Victoria Zaragoza-Martinez was retired, with little to do except hate the miserable British winter. At 71, she decided to bring some Latin warmth into her life.


The Guardian reports that Victoria Zaragoza-Martinez was 71 when she danced the tango for the first time. Growing up in Mexico, she had always had an affinity for the South American dance but never learned the proper steps.

It wasn’t until 2015, soon after she had retired from being a teacher and translator, that Zaragoza-Martinez found herself at a class in Oxford being led around the room to a sprightly tango rhythm. “I just left all my troubles behind because the music took over,” she says. “Once you dance, all you want to do is dance.”

For the past nine years, Zaragoza-Martinez has been dancing the tango at least once a week. She has made a new group of friends that she sees at milonga dance parties and has even travelled to Argentina to tango with the locals. Despite now being 79 and the oldest in her group, Zaragoza-Martinez sees the dance as vital to her health and lifestyle. “I don’t feel almost 80 when I dance,” she says. “It’s my life’s passion.”

It has been a long journey to the dancefloor for Zaragoza-Martinez.
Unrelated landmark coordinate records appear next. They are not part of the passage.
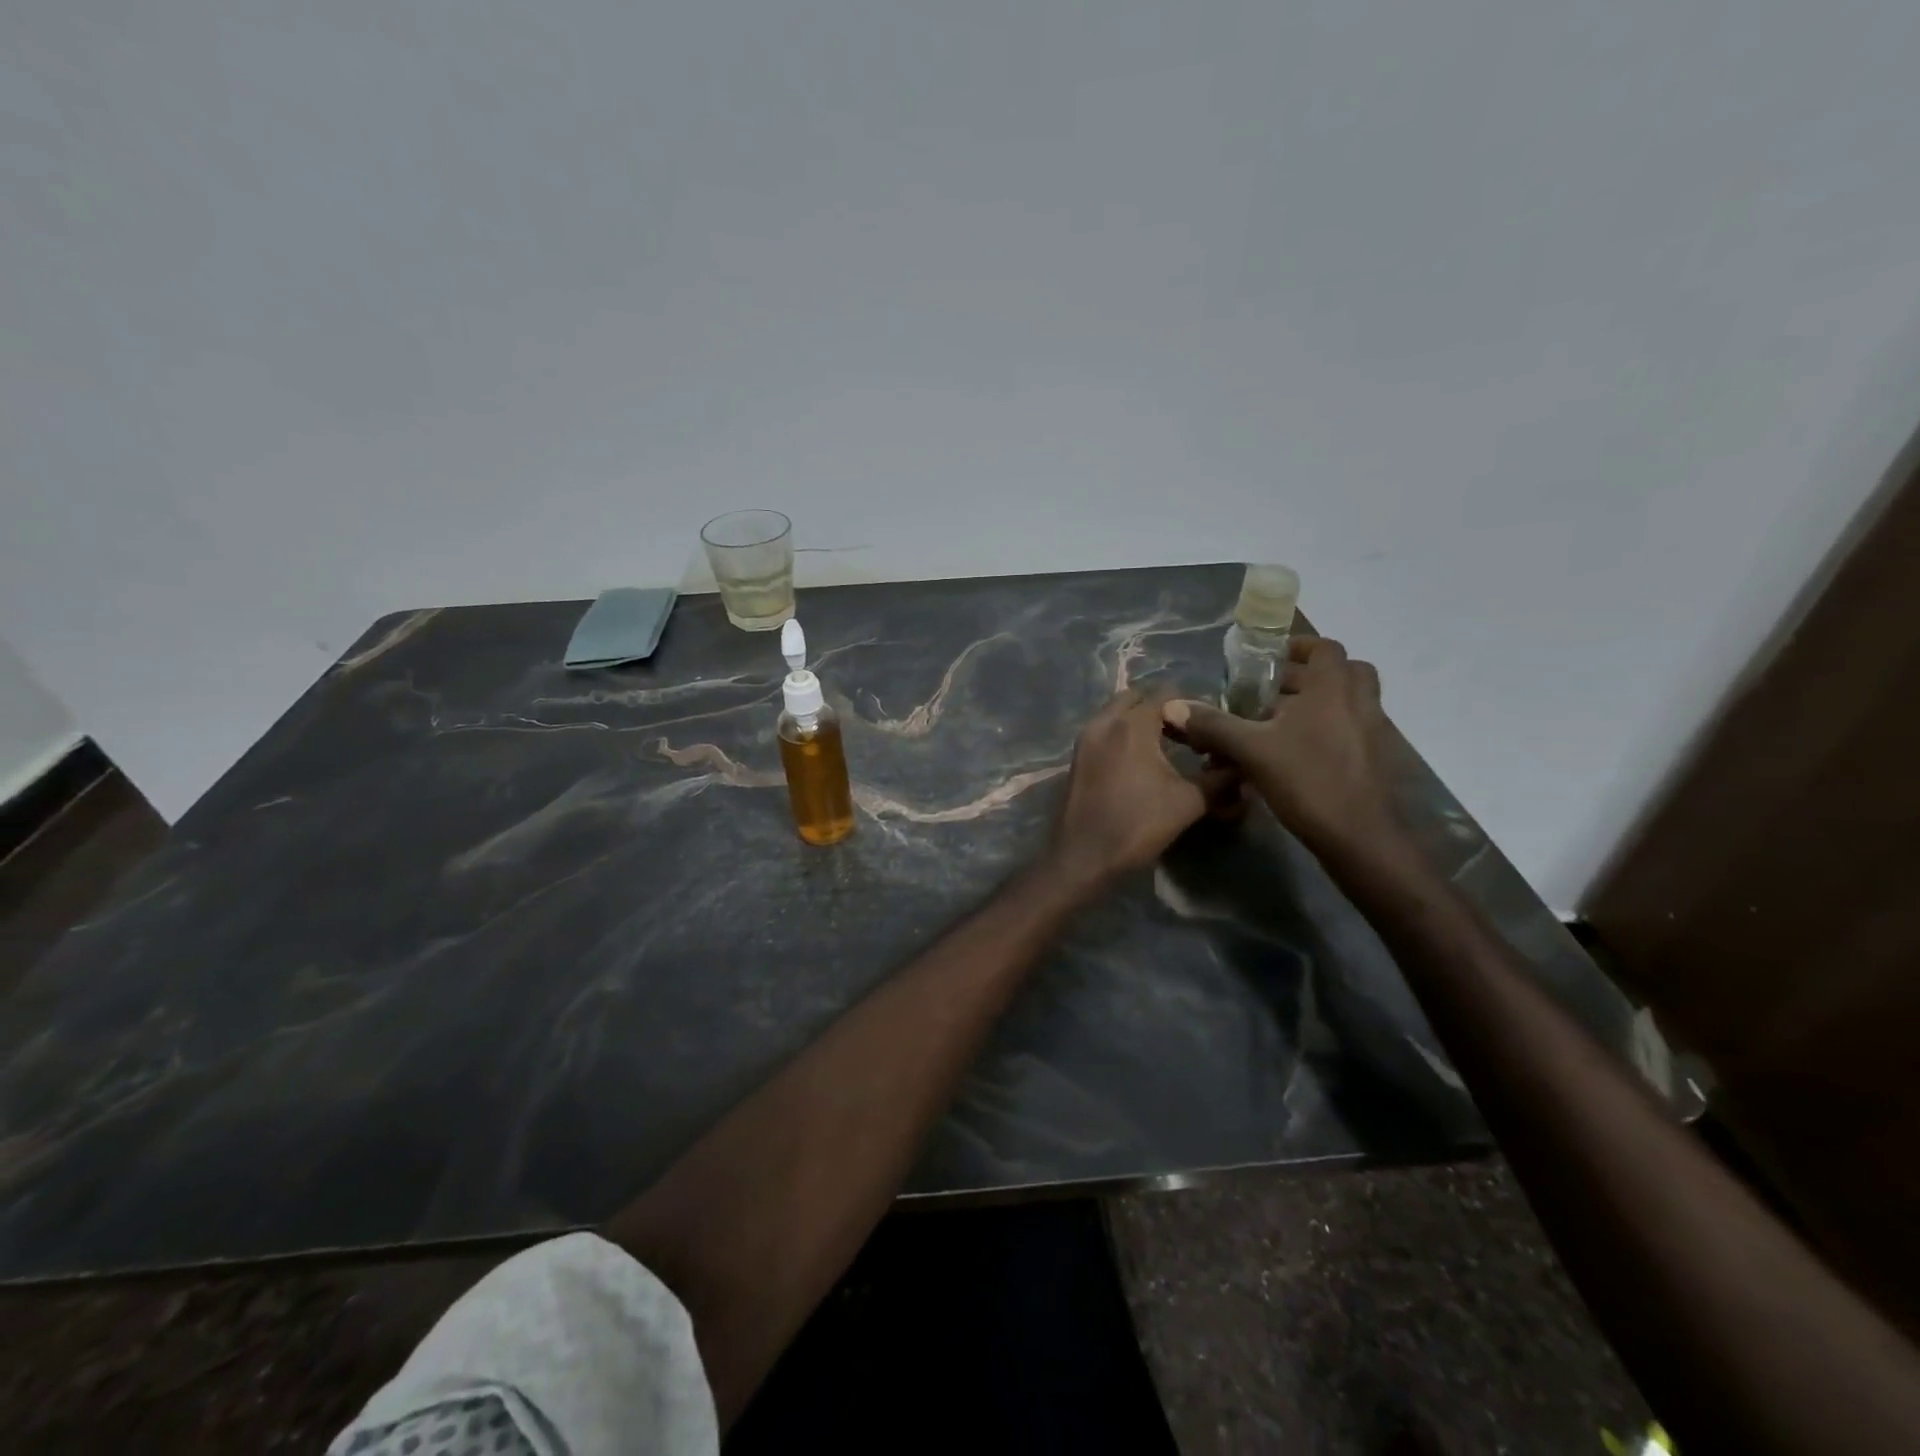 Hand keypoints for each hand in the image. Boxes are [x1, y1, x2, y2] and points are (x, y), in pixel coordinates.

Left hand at [1045, 689, 1228, 891]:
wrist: (1084, 856)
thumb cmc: (1137, 824)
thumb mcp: (1188, 802)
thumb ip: (1219, 779)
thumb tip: (1242, 766)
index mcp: (1132, 725)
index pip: (1165, 694)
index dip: (1189, 704)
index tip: (1207, 722)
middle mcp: (1104, 722)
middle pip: (1135, 697)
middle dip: (1159, 707)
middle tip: (1183, 730)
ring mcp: (1085, 739)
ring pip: (1115, 713)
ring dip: (1137, 720)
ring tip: (1164, 745)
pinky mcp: (1076, 757)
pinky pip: (1102, 731)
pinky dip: (1120, 734)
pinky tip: (1138, 760)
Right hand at [1162, 637, 1402, 867]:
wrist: (1360, 837)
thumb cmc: (1308, 780)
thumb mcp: (1251, 750)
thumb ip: (1213, 725)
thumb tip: (1172, 706)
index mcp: (1333, 688)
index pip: (1324, 647)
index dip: (1298, 646)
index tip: (1268, 658)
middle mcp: (1358, 702)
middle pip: (1341, 673)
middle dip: (1306, 676)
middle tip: (1270, 691)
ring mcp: (1371, 732)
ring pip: (1345, 703)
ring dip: (1315, 705)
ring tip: (1274, 724)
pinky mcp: (1372, 760)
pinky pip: (1348, 730)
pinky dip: (1323, 731)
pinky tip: (1291, 755)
Born in Spain, she emigrated as a child with her family to Mexico and at 19 became a teacher to help support her single mother. “I used to enjoy dancing Spanish traditional dances but didn’t have time to learn anything else,” she says. “I always had to work, and while I’d loved tango music since I was a baby, I never knew what to do when it came on.”

After meeting her British husband at a mutual friend’s wedding, Zaragoza-Martinez moved to England in 1981. She spent her days teaching Spanish and the school holidays travelling, and the decades soon passed without her having an opportunity to dance again. Before she knew it, Zaragoza-Martinez was retired.
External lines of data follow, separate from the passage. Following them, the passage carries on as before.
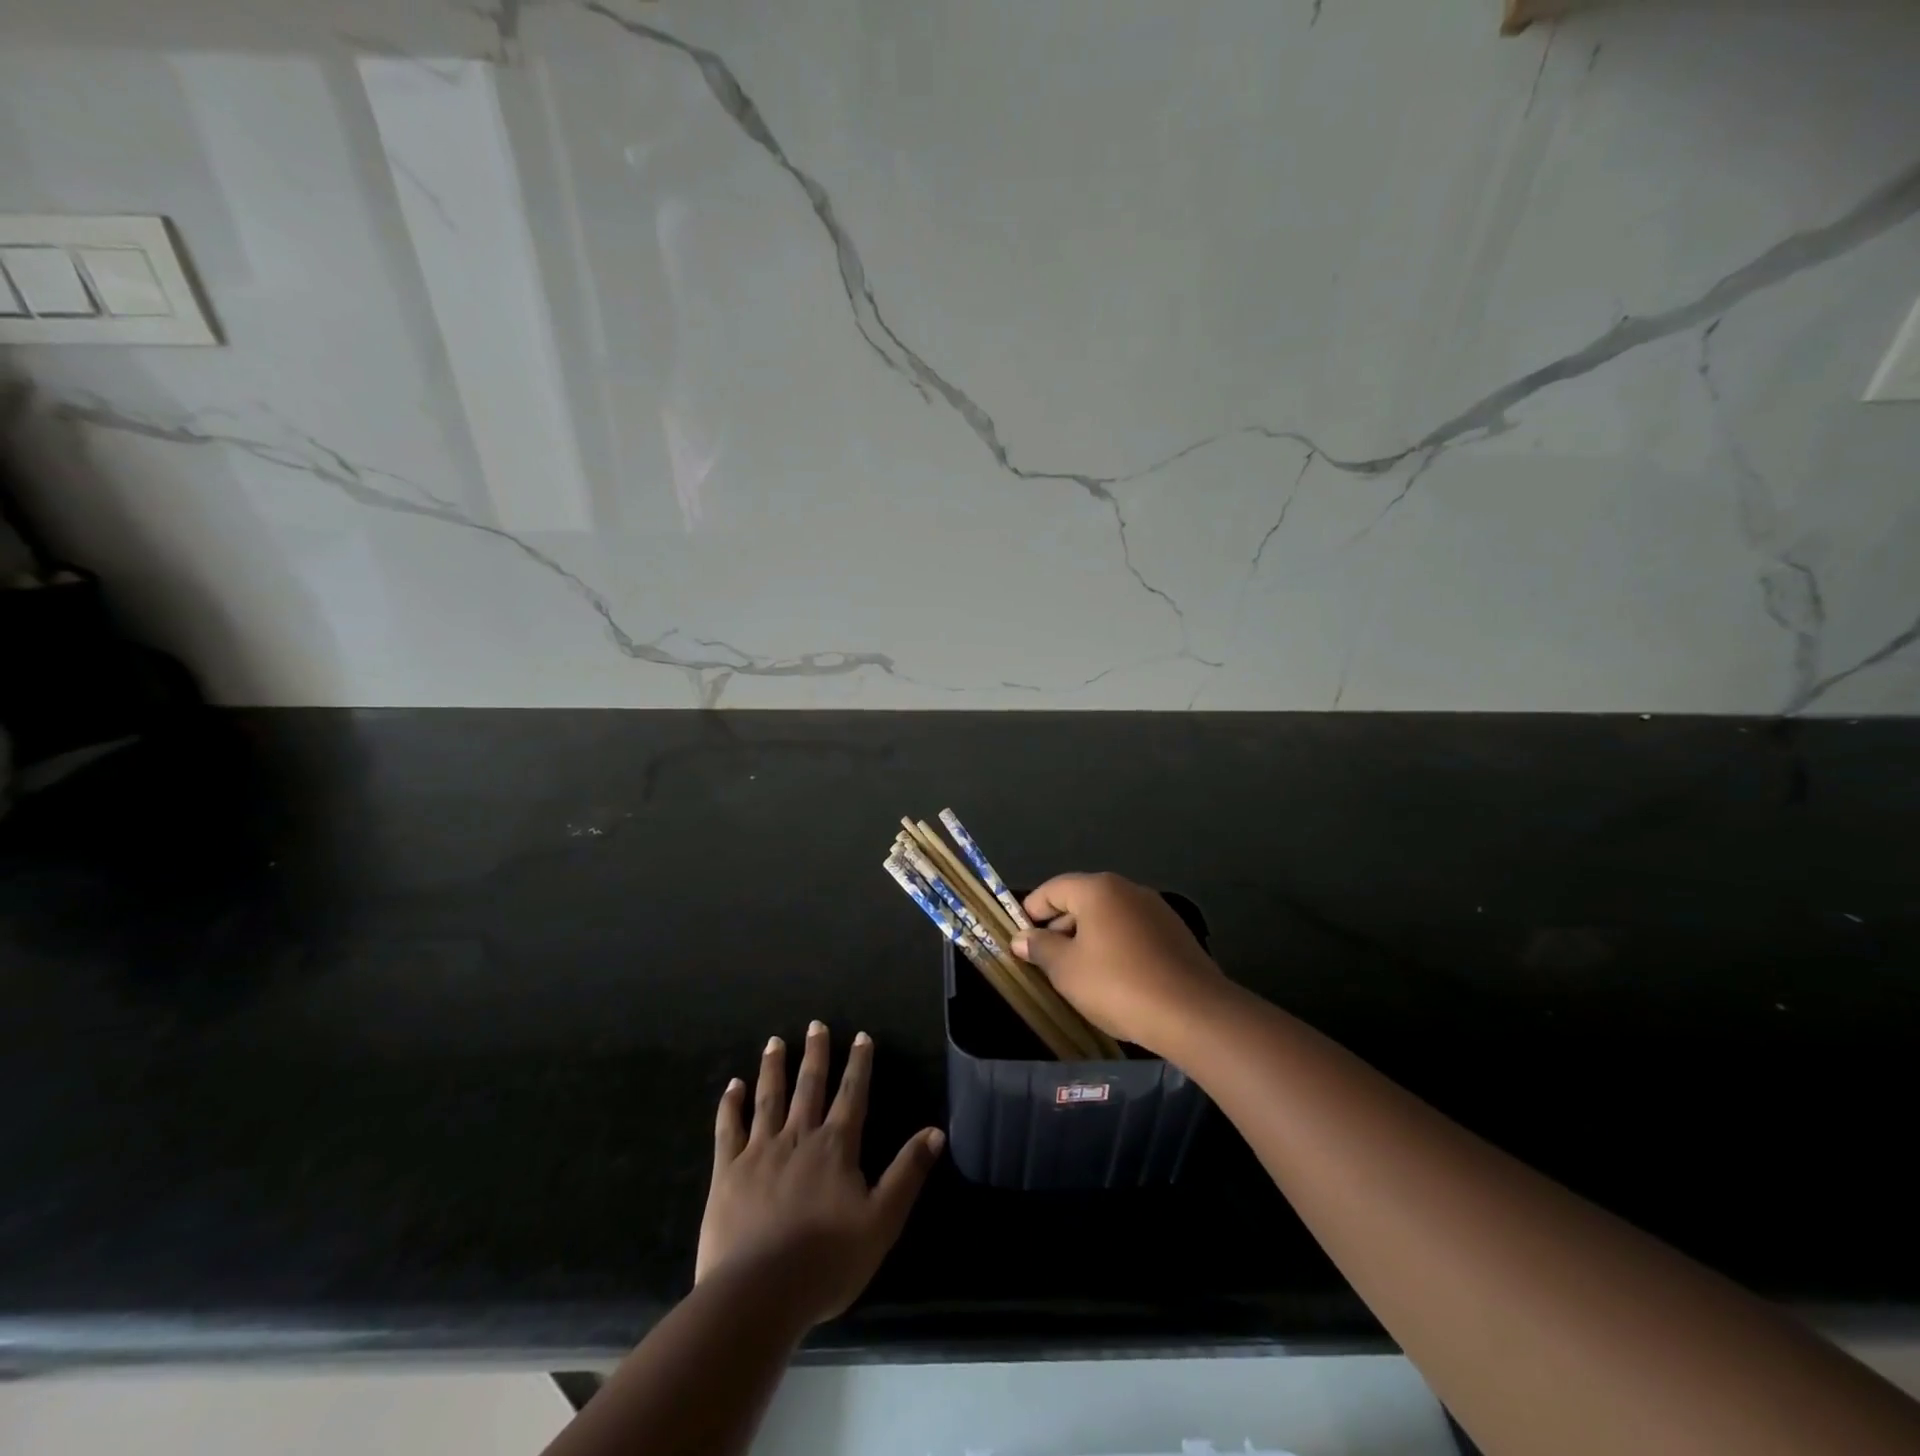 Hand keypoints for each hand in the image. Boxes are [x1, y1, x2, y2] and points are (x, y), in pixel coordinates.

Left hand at [696, 1022, 943, 1328]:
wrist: (759, 1293)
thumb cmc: (828, 1260)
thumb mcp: (882, 1220)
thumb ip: (908, 1172)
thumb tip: (936, 1131)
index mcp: (836, 1146)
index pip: (852, 1094)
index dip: (858, 1064)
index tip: (860, 1036)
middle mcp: (798, 1137)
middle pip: (809, 1086)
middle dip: (815, 1054)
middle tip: (815, 1025)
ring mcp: (759, 1151)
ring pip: (769, 1098)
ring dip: (773, 1068)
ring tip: (775, 1042)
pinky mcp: (727, 1172)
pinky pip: (728, 1129)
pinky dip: (730, 1105)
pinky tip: (732, 1086)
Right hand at [1014, 872, 1230, 1055]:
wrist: (1193, 1014)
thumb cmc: (1118, 985)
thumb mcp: (1066, 970)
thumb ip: (1040, 948)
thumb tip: (1021, 938)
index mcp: (1098, 889)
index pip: (1053, 889)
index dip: (1031, 911)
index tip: (1019, 937)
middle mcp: (1129, 890)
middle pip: (1082, 900)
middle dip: (1059, 927)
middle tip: (1044, 960)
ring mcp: (1156, 911)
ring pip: (1109, 918)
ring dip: (1087, 939)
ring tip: (1076, 973)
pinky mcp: (1175, 934)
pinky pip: (1132, 933)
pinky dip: (1114, 947)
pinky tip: (1112, 979)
“I had a lot of time on my hands and I resented the length of the miserable winter,” she says. “It became my worst enemy.” Respite came when her friend Maria suggested she join her weekly Ceroc dance classes.

“She had been encouraging me to go for a while,” she says. “I didn’t want my age to control my life, I wanted my life to control my age. So I knew I had to try something new.”

At Ceroc, where attendees learn a fusion of ballroom styles, Zaragoza-Martinez found herself slipping easily into a dancefloor rhythm.

She gradually built up her skill but something was missing. “After a year, the classes had moved to a venue further away and I didn’t enjoy driving there at night,” she says. “At one rehearsal, I overheard two dancers talking about tango lessons nearby and a lightbulb went off in my head.”

Replacing her night-time commute with a 10-minute trip to daytime sessions at the Oxford Tango Academy, Zaragoza-Martinez finally began learning to tango.

“It was such an incredible experience, and many of the people in my class were over 60,” she says. “Still, it took me a year to perform at the social dances. I was worried I wouldn’t be able to follow the leader or that no one would choose me to dance with.”

Encouraged by her fellow beginners, Zaragoza-Martinez gradually built up her confidence and went to her first milonga, where she danced for five hours.

“When I’m at a milonga, the music envelops me and there are no aches or pains in my body,” she says. “I am grateful for the warm embrace of dancers – and it’s always fun to go to charity shops and dress up for the occasion.”

Indeed, Zaragoza-Martinez has built up a wardrobe of salvaged tango ballgowns, some only costing £3, and despite never being able to stand heels before dancing, she can now keep her tango shoes on all night.

In 2022, she put that stamina to the test by travelling with a group of dancers to Buenos Aires and visiting the tango clubs each night until 3am. “It was amazing to go to the birthplace of tango,” she says. “Dancing has really encouraged me to be adventurous and added a new light to my life.”

Although her husband doesn’t dance, he encourages Zaragoza-Martinez and often drops her off at the milongas she attends up to five times a month.

As she approaches 80, she has no plans to slow down. “I wish I had started learning sooner, but it was impossible,” she says. “I’m now making up for lost time and forgetting my age!”